Our in vitro study indicated that ephrin B2, but not ephrin B3, was able to restore CedPV infection in the ephrin B2-deficient HeLa cells. While this is highly suggestive that ephrin B2 is the functional entry receptor for CedPV, it should be emphasized that this was not a direct proof that ephrin B2 is the receptor. Further investigation is required to confirm this.

In our preliminary studies, it was shown that CedPV was able to replicate in guinea pigs and ferrets, but failed to cause significant clinical diseases, unlike that of the closely related HeV and NiV. These first infection experiments were conducted with a high dose if virus to establish whether the CedPV could replicate in these animals and determine the degree of any clinical disease. A second experiment was then carried out in ferrets to determine the site of replication and tissue tropism in sequentially sacrificed animals. A lower dose was used to gain better comparison with similar infection experiments using HeV and NiV [18], [35]. Although these initial experimental infection studies indicate that CedPV is less or non-pathogenic in these species, it is possible that CedPV may be pathogenic in other hosts, such as horses. We hypothesize that the lack of a V protein may impact on the pathogenicity. In this regard, it was encouraging to observe that infection of human cells by CedPV induced a much more robust IFN-β response than HeV. Further study is required to dissect the exact molecular mechanism of this observed difference.

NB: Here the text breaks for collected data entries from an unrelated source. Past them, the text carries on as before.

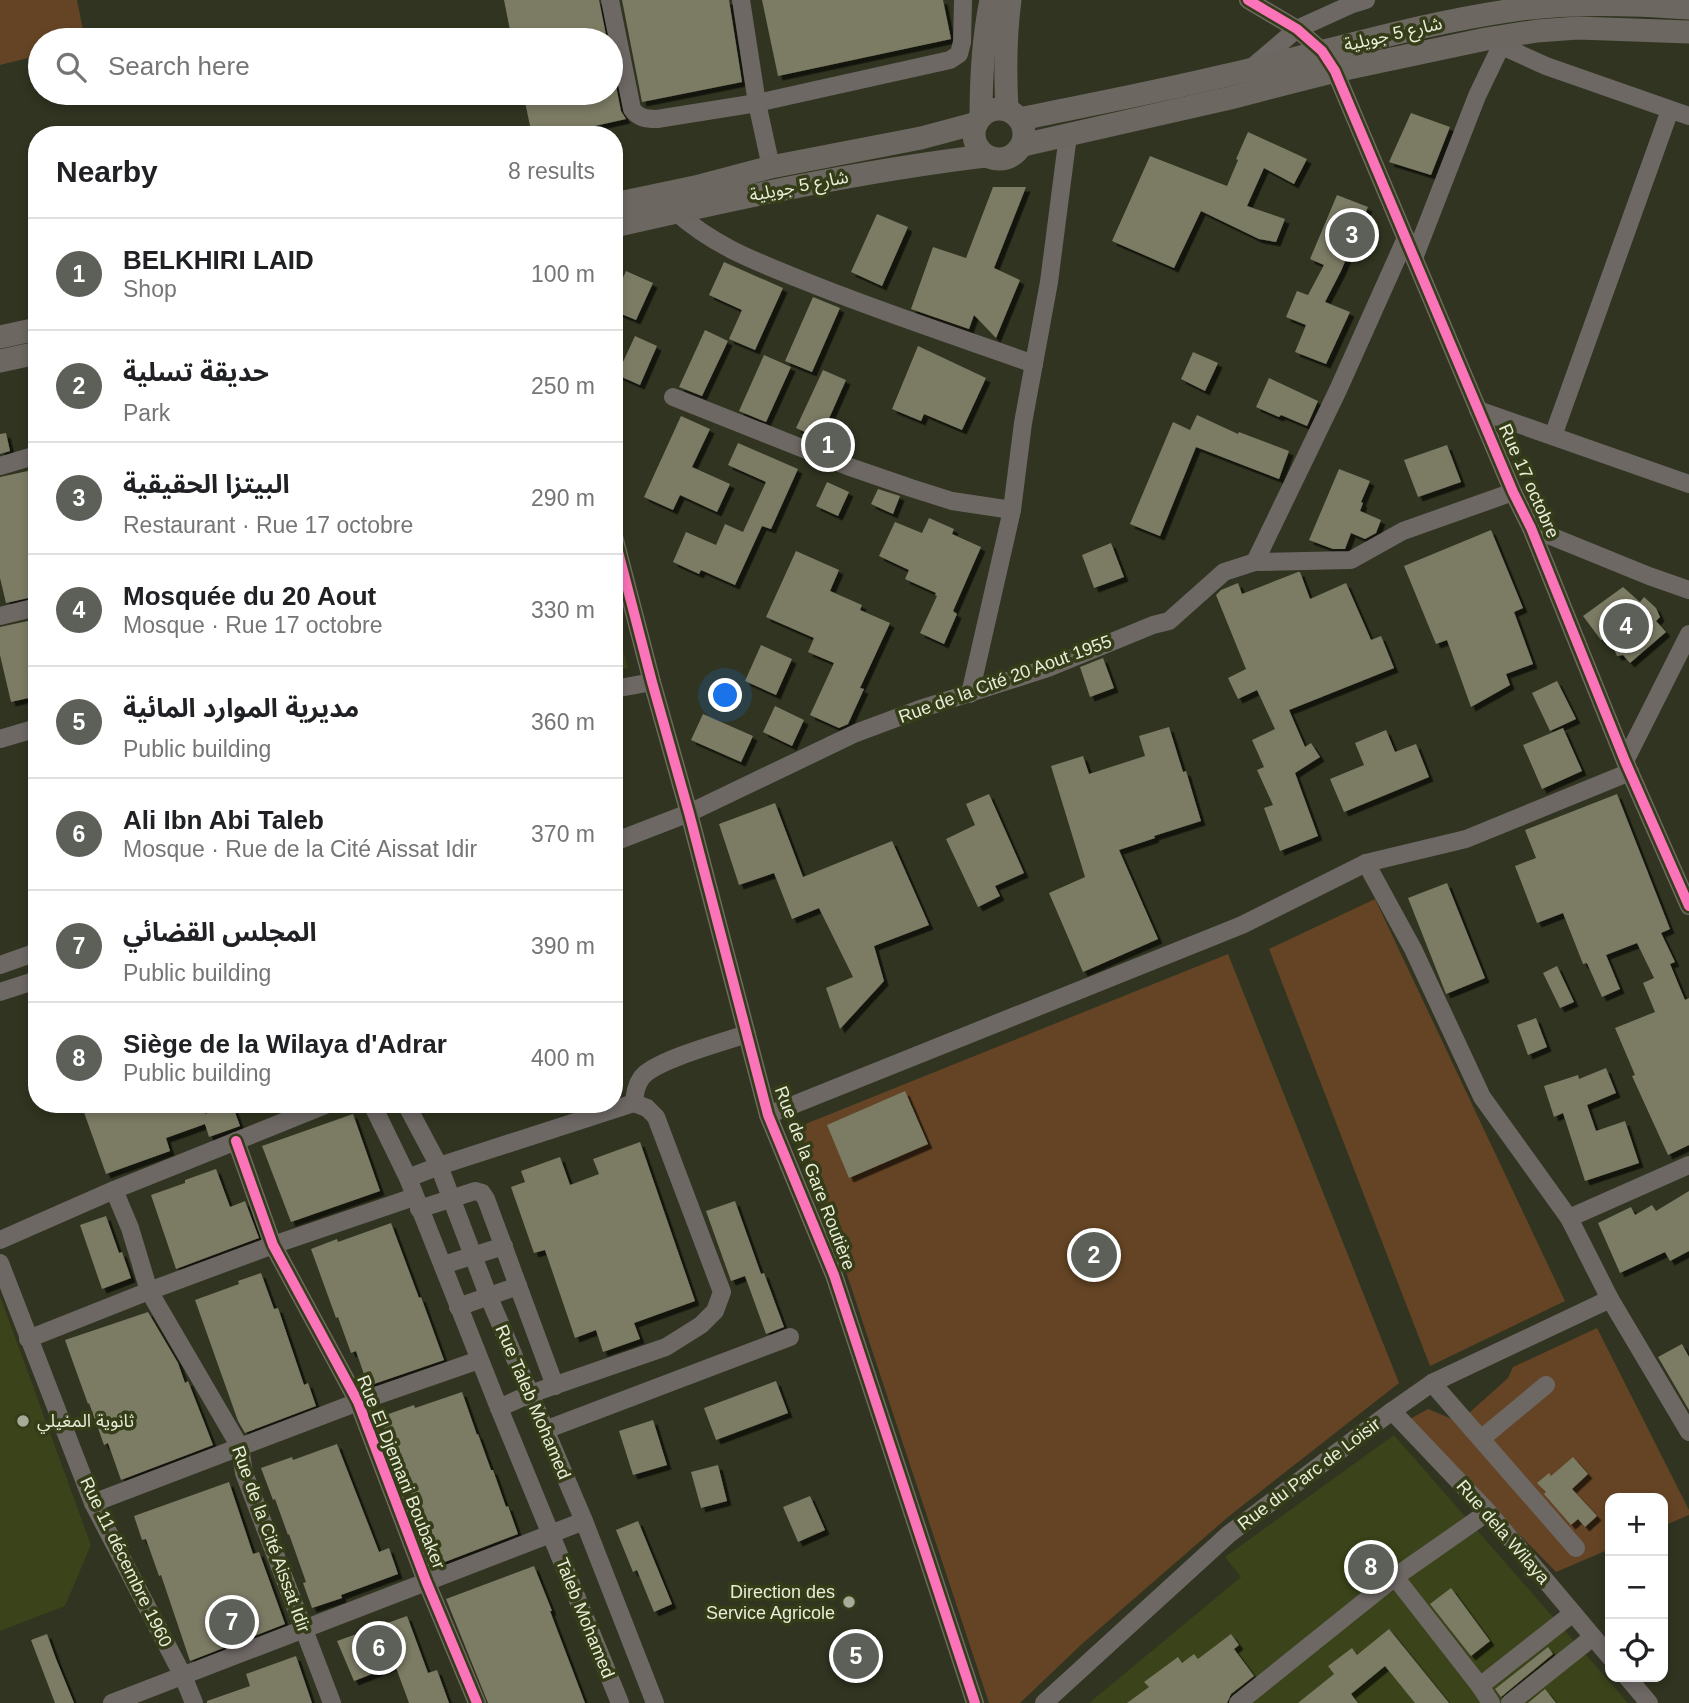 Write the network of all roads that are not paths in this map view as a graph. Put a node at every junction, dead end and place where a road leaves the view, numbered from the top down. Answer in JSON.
{"nodes":[{"id":1,"x":610,"y":0,"type":"edge"},
{"id":2,"x":741,"y":0,"type":"edge"},
{"id":3,"x":963,"y":0,"type":"edge"},
{"id":4,"x":991,"y":0,"type":"edge"},
{"id":5,"x":1010,"y":0,"type":"edge"},
{"id":6,"x":1248,"y":0,"type":"edge"},
{"id":7,"x":1366,"y":0,"type":"edge"},
{"id":8,"x":1689,"y":8,"type":"edge"},
{"id":9,"x":615,"y":28,"type":"edge"},
{"id":10,"x":1297,"y":29,"type":"junction"},
{"id":11,"x":1689,"y":32,"type":"edge"},
{"id":12,"x":1494,"y":42,"type":"junction"},
{"id":13,"x":1322,"y":51,"type":"junction"},
{"id":14,"x":623,"y":68,"type":"edge"},
{"id":15,"x":1250,"y":69,"type":"junction"},
{"id":16,"x":1335,"y":71,"type":"junction"},
{"id":17,"x":757,"y":103,"type":"junction"},
{"id":18,"x":1670,"y":110,"type":"junction"},
{"id":19,"x":1014,"y":114,"type":"junction"},
{"id":20,"x":1689,"y":116,"type":"edge"},
{"id":21,"x":979,"y":120,"type":"junction"},
{"id":22,"x":1068,"y":135,"type":"junction"},
{"id":23,"x":1023,"y":145,"type":"junction"},
{"id":24,"x":985,"y":156,"type":"junction"},
{"id":25,"x":771,"y":167,"type":"junction"},
{"id":26,"x":623,"y":202,"type":"edge"},
{"id":27,"x":676,"y":212,"type":"junction"},
{"id":28,"x":623,"y":224,"type":"edge"},
{"id":29,"x":1406,"y":238,"type":"junction"},
{"id":30,"x":1414,"y":258,"type":"junction"},
{"id":31,"x":28,"y":331,"type":"edge"},
{"id":32,"x":0,"y":337,"type":"edge"},
{"id":33,"x":28,"y":355,"type":"edge"},
{"id":34,"x":0,"y":362,"type":"edge"},
{"id":35,"x":1034,"y":364,"type":"junction"},
{"id":36,"x":673,"y":397,"type":"dead end"},
{"id":37,"x":1478,"y":410,"type":"junction"},
{"id":38,"x":1553,"y":436,"type":"junction"},
{"id":39,"x":28,"y":458,"type":"edge"},
{"id":40,"x":0,"y":466,"type":"edge"},
{"id":41,"x":1689,"y":484,"type":"edge"},
{"id":42,"x":1513,"y":492,"type":"junction"},
{"id":43,"x":1012,"y":510,"type":"junction"},
{"id":44,"x":1531,"y":528,"type":"junction"},
{"id":45,"x":1255,"y":562,"type":"junction"},
{"id":46,"x":623,"y":570,"type":"edge"},
{"id":47,"x":1689,"y":590,"type":"edge"},
{"id":48,"x":28,"y":609,"type":"edge"},
{"id":49,"x":0,"y":616,"type":"edge"},
{"id":50,"x":1689,"y":634,"type":"edge"},
{"id":51,"x":652,"y":681,"type":"junction"},
{"id":52,"x":623,"y":687,"type":"edge"},
{"id":53,"x":970,"y":694,"type":"junction"},
{"id":54,"x":28,"y":731,"type":"edge"},
{"id":55,"x":0,"y":739,"type":"edge"},
{"id":56,"x":1628,"y":767,"type":"junction"},
{"id":57,"x":690,"y":813,"type":"junction"},
{"id":58,"x":623,"y":839,"type":"edge"},
{"id":59,"x":1366,"y":863,"type":"junction"},
{"id":60,"x":1689,"y":906,"type":"edge"},
{"id":61,"x":28,"y":955,"type":"edge"},
{"id":62,"x":0,"y":965,"type":"edge"},
{"id":63,"x":28,"y":983,"type":"edge"},
{"id":64,"x":0,"y":992,"type":"edge"},
{"id":65,"x":747,"y":1034,"type":"junction"},
{"id":66,"x":634,"y":1103,"type":"junction"},
{"id":67,"x":623,"y":1107,"type":"edge"},
{"id":68,"x":306,"y":1113,"type":"edge"},
{"id":69,"x":376,"y":1113,"type":"edge"},
{"id":70,"x":411,"y":1113,"type":"edge"},
{"id":71,"x":603,"y":1113,"type":"edge"},
{"id":72,"x":768,"y":1115,"type":"junction"},
{"id":73,"x":236,"y":1141,"type":"junction"},
{"id":74,"x":1689,"y":1165,"type":"edge"},
{"id":75,"x":439,"y":1166,"type":"junction"},
{"id":76,"x":408,"y":1178,"type":"junction"},
{"id":77,"x":114,"y":1190,"type":"junction"},
{"id":78,"x":451,"y":1198,"type":"junction"},
{"id":79,"x":416,"y":1203,"type":"junction"},
{"id":80,"x":1569,"y":1218,"type":"junction"},
{"id":81,"x":0,"y":1240,"type":"edge"},
{"id":82,"x":273,"y":1245,"type":"junction"},
{"id":83,"x":504,"y":1246,"type":"junction"},
{"id":84,"x":473,"y":1256,"type":"junction"},
{"id":85,"x":0,"y":1263,"type":"edge"},
{"id":86,"x":443,"y":1265,"type":"junction"},
{"id":87,"x":518,"y":1286,"type":"junction"},
{"id":88,"x":149,"y":1291,"type":"junction"},
{"id":89,"x":488,"y":1295,"type":"junction"},
{"id":90,"x":1611,"y":1299,"type":"junction"},
{"id":91,"x":458,"y":1307,"type":"junction"},
{"id":92,"x":790,"y":1337,"type":"dead end"},
{"id":93,"x":28,"y":1339,"type":"junction"},
{"id":94,"x":479,"y":1360,"type":"junction"},
{"id":95,"x":1432,"y":1383,"type":"junction"},
{"id":96,"x":1546,"y":1385,"type":"dead end"},
{"id":97,"x":555,"y":1386,"type":"junction"},
{"id":98,"x":530,"y":1394,"type":"junction"},
{"id":99,"x":358,"y":1402,"type":"junction"},
{"id":100,"x":499,"y":1408,"type":"junction"},
{"id":101,"x":1391,"y":1411,"type":"junction"},
{"id":102,"x":545,"y":1430,"type":"junction"},
{"id":103,"x":1689,"y":1432,"type":"edge"},
{"id":104,"x":1481,"y":1439,"type":"junction"},
{"id":105,"x":240,"y":1447,"type":"junction"},
{"id":106,"x":93,"y":1503,"type":"junction"},
{"id":107,"x":1488,"y":1513,"type":"junction"},
{"id":108,"x":584,"y":1521,"type":"junction"},
{"id":109,"x":551,"y":1533,"type":"junction"},
{"id":110,"x":1576,"y":1548,"type":"dead end"},
{"id":111,"x":1395,"y":1577,"type":"junction"},
{"id":112,"x":426,"y":1581,"type":"junction"},
{"id":113,"x":1573,"y":1614,"type":"junction"},
{"id":114,"x":303,"y":1630,"type":"junction"},
{"id":115,"x":1593,"y":1637,"type":"junction"},
{"id":116,"x":1605,"y":1651,"type":"edge"},
{"id":117,"x":183,"y":1676,"type":"junction"},
{"id":118,"x":1631,"y":1682,"type":"edge"},
{"id":119,"x":1480,"y":1686,"type":"junction"},
{"id":120,"x":112,"y":1703,"type":"edge"},
{"id":121,"x":194,"y":1703,"type":"edge"},
{"id":122,"x":332,"y":1703,"type":"edge"},
{"id":123,"x":477,"y":1703,"type":"edge"},
{"id":124,"x":620,"y":1703,"type":"edge"},
{"id":125,"x":655,"y":1703,"type":"edge"},
{"id":126,"x":975,"y":1703,"type":"edge"},
{"id":127,"x":1044,"y":1703,"type":"edge"},
{"id":128,"x":1238,"y":1703,"type":"edge"},
{"id":129,"x":1492,"y":1703,"type":"edge"},
{"id":130,"x":1510,"y":1703,"type":"edge"},
{"id":131,"x":1649,"y":1703,"type":"edge"}],
"edges":[{"from":1,"to":9,"type":"street"},
{"from":2,"to":17,"type":"street"},
{"from":3,"to":17,"type":"street"},
{"from":4,"to":21,"type":"main road"},
{"from":5,"to":19,"type":"main road"},
{"from":6,"to":10,"type":"street","name":"Rue 17 octobre"},
{"from":7,"to":10,"type":"street"},
{"from":8,"to":13,"type":"main road","name":"شارع 5 جويلية"},
{"from":10,"to":13,"type":"street","name":"Rue 17 octobre"},
{"from":10,"to":15,"type":"street"},
{"from":11,"to":12,"type":"main road","name":"شارع 5 جويلية"},
{"from":12,"to":16,"type":"main road","name":"شارع 5 جويلية"},
{"from":12,"to":18,"type":"street"},
{"from":12,"to":30,"type":"street"},
{"from":13,"to":15,"type":"main road","name":"شارع 5 جويلية"},
{"from":13,"to":16,"type":"street","name":"Rue 17 octobre"},
{"from":14,"to":17,"type":"street"},
{"from":15,"to":19,"type":"main road","name":"شارع 5 جويلية"},
{"from":16,"to":22,"type":"main road","name":"شارع 5 جويلية"},
{"from":16,"to":29,"type":"street","name":"Rue 17 octobre"},
{"from":17,"to":25,"type":"street"},
{"from":18,"to":20,"type":"street"},
{"from":18,"to":38,"type":"street"},
{"from":19,"to":21,"type":"main road"},
{"from":19,"to":23,"type":"main road"},
{"from":21,"to":24,"type":"main road"},
{"from":21,"to":25,"type":"main road","name":"شارع 5 جويلية"},
{"from":22,"to":23,"type":"main road","name":"شارع 5 جويلية"},
{"from":22,"to":35,"type":"street"},
{"from":23,"to":24,"type":"main road"},
{"from":24,"to":27,"type":"main road","name":"شارع 5 جويلية"},
{"from":25,"to":26,"type":"main road","name":"شارع 5 جويلية"},
{"from":27,"to":28,"type":"main road","name":"شارع 5 جويلية"},
{"from":27,"to":35,"type":"street"},
{"from":29,"to":30,"type":"street","name":"Rue 17 octobre"},
{"from":29,"to":45,"type":"street"},
{"from":30,"to":37,"type":"street","name":"Rue 17 octobre"},
{"from":31,"to":32,"type":"main road"},
{"from":33,"to":34,"type":"main road"},
{"from":35,"to":43,"type":"street"},
{"from":36,"to":43,"type":"street"},
{"from":37,"to":38,"type":"street"},
{"from":37,"to":42,"type":"street","name":"Rue 17 octobre"},
{"from":38,"to":41,"type":"street"},
{"from":39,"to":40,"type":"street"},
{"from":42,"to":44,"type":"street","name":"Rue 17 octobre"},
{"from":42,"to":45,"type":"street","name":"Rue de la Cité 20 Aout 1955"},
{"from":43,"to":53,"type":"street"},
{"from":44,"to":47,"type":"street"},
{"from":44,"to":56,"type":"street","name":"Rue 17 octobre"},
{"from":45,"to":53,"type":"street","name":"Rue de la Cité 20 Aout 1955"},
{"from":46,"to":51,"type":"street","name":"Rue de la Gare Routière"},
{"from":48,"to":49,"type":"street"},
{"from":50,"to":56,"type":"street"},
{"from":51,"to":52,"type":"street"},
{"from":51,"to":57,"type":"street","name":"Rue de la Gare Routière"},
{"from":53,"to":57,"type":"street","name":"Rue de la Cité 20 Aout 1955"},
{"from":54,"to":55,"type":"street"},
{"from":56,"to":59,"type":"street"},
{"from":56,"to":60,"type":"street","name":"Rue 17 octobre"},
{"from":57,"to":58,"type":"street","name":"Rue de la Cité 20 Aout 1955"},
{"from":57,"to":65,"type":"street","name":"Rue de la Gare Routière"},
{"from":59,"to":72,"type":"street"},
{"from":59,"to":80,"type":"street"},
{"from":61,"to":62,"type":"street"},
{"from":63,"to":64,"type":"street"},
{"from":65,"to":66,"type":"street"},
{"from":65,"to":72,"type":"street","name":"Rue de la Gare Routière"},
{"from":66,"to":67,"type":"street"},
{"from":66,"to":97,"type":"street"},
{"from":68,"to":73,"type":"street"},
{"from":69,"to":76,"type":"street","name":"Rue Taleb Mohamed"},
{"from":70,"to":75,"type":"street","name":"Rue Taleb Mohamed"},
{"from":71,"to":75,"type":"street"},
{"from":72,"to":126,"type":"street","name":"Rue de la Gare Routière"},
{"from":73,"to":77,"type":"street"},
{"from":73,"to":82,"type":"street","name":"Rue El Djemani Boubaker"},
{"from":74,"to":80,"type":"street"},
{"from":75,"to":76,"type":"street"},
{"from":75,"to":78,"type":"street","name":"Rue Taleb Mohamed"},
{"from":76,"to":79,"type":"street","name":"Rue Taleb Mohamed"},
{"from":77,"to":81,"type":"street"},
{"from":77,"to":88,"type":"street","name":"Rue de la Cité Aissat Idir"},
{"from":78,"to":79,"type":"street"},
{"from":78,"to":83,"type":"street"},
{"from":78,"to":84,"type":"street","name":"Rue Taleb Mohamed"},
{"from":79,"to":82,"type":"street"},
{"from":79,"to":86,"type":"street","name":"Rue Taleb Mohamed"},
{"from":80,"to":90,"type":"street"},
{"from":82,"to":88,"type":"street"},
{"from":82,"to":99,"type":"street","name":"Rue El Djemani Boubaker"},
{"from":83,"to":84,"type":"street"},
{"from":83,"to":87,"type":"street"},
{"from":84,"to":86,"type":"street"},
{"from":84,"to":89,"type":"street","name":"Rue Taleb Mohamed"},
{"from":85,"to":93,"type":"street","name":"Rue 11 décembre 1960"},
{"from":86,"to":91,"type":"street","name":"Rue Taleb Mohamed"},
{"from":87,"to":89,"type":"street"},
{"from":87,"to":97,"type":"street"},
{"from":88,"to":93,"type":"street"},
{"from":88,"to":105,"type":"street","name":"Rue de la Cité Aissat Idir"},
{"from":89,"to":91,"type":"street"},
{"from":89,"to":98,"type":"street","name":"Rue Taleb Mohamed"},
{"from":90,"to":95,"type":"street","name":"Rue du Parc de Loisir"},
{"from":90,"to":103,"type":"street"},
{"from":91,"to":94,"type":"street","name":"Rue Taleb Mohamed"},
{"from":92,"to":102,"type":"street"},
{"from":93,"to":106,"type":"street","name":"Rue 11 décembre 1960"},
{"from":94,"to":99,"type":"street"},
{"from":94,"to":100,"type":"street","name":"Rue Taleb Mohamed"},
{"from":95,"to":101,"type":"street","name":"Rue du Parc de Loisir"},
{"from":95,"to":104,"type":"street"},
{"from":96,"to":104,"type":"street"},
{"from":97,"to":98,"type":"street"},
{"from":98,"to":100,"type":"street"},
{"from":98,"to":102,"type":"street","name":"Rue Taleb Mohamed"},
{"from":99,"to":105,"type":"street"},
{"from":99,"to":112,"type":"street","name":"Rue El Djemani Boubaker"},
{"from":100,"to":109,"type":"street","name":"Rue Taleb Mohamed"},
{"from":101,"to":107,"type":"street","name":"Rue dela Wilaya"},
{"from":101,"to":127,"type":"street","name":"Rue du Parc de Loisir"},
{"from":102,"to":108,"type":"street","name":"Rue Taleb Mohamed"},
{"from":104,"to":110,"type":"street"},
{"from":105,"to":106,"type":"street"},
{"from":105,"to":114,"type":"street","name":"Rue de la Cité Aissat Idir"},
{"from":106,"to":117,"type":"street","name":"Rue 11 décembre 1960"},
{"from":107,"to":111,"type":"street"},
{"from":107,"to":113,"type":"street","name":"Rue dela Wilaya"},
{"from":108,"to":109,"type":"street"},
{"from":108,"to":125,"type":"street","name":"Rue Taleb Mohamed"},
{"from":109,"to":112,"type":"street"},
{"from":109,"to":124,"type":"street","name":"Taleb Mohamed"},
{"from":111,"to":119,"type":"street"},
{"from":111,"to":128,"type":"street"},
{"from":112,"to":114,"type":"street"},
{"from":112,"to":123,"type":"street","name":"Rue El Djemani Boubaker"},
{"from":113,"to":115,"type":"street","name":"Rue dela Wilaya"},
{"from":113,"to":119,"type":"street"},
{"from":114,"to":117,"type":"street"},
{"from":114,"to":122,"type":"street","name":"Rue de la Cité Aissat Idir"},
{"from":115,"to":116,"type":"street","name":"Rue dela Wilaya"},
{"from":115,"to":130,"type":"street"},
{"from":117,"to":120,"type":"street"},
{"from":117,"to":121,"type":"street","name":"Rue 11 décembre 1960"},
{"from":118,"to":131,"type":"street"},
{"from":119,"to":129,"type":"street"}]}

Due to the close relationship between CedPV and HeV, it was important to investigate the possibility of co-infection by these two viruses in the Australian bat population. Based on the detection of neutralizing antibodies at 23% for CedPV, 37% for HeV and 8% for both, it can be concluded that the co-infection rate is very close to the theoretical rate of 8.5% (the product of the two independent infection rates). Based on this limited preliminary analysis, it appears that infection of bats by one henipavirus neither prevents nor enhances the likelihood of infection by the other.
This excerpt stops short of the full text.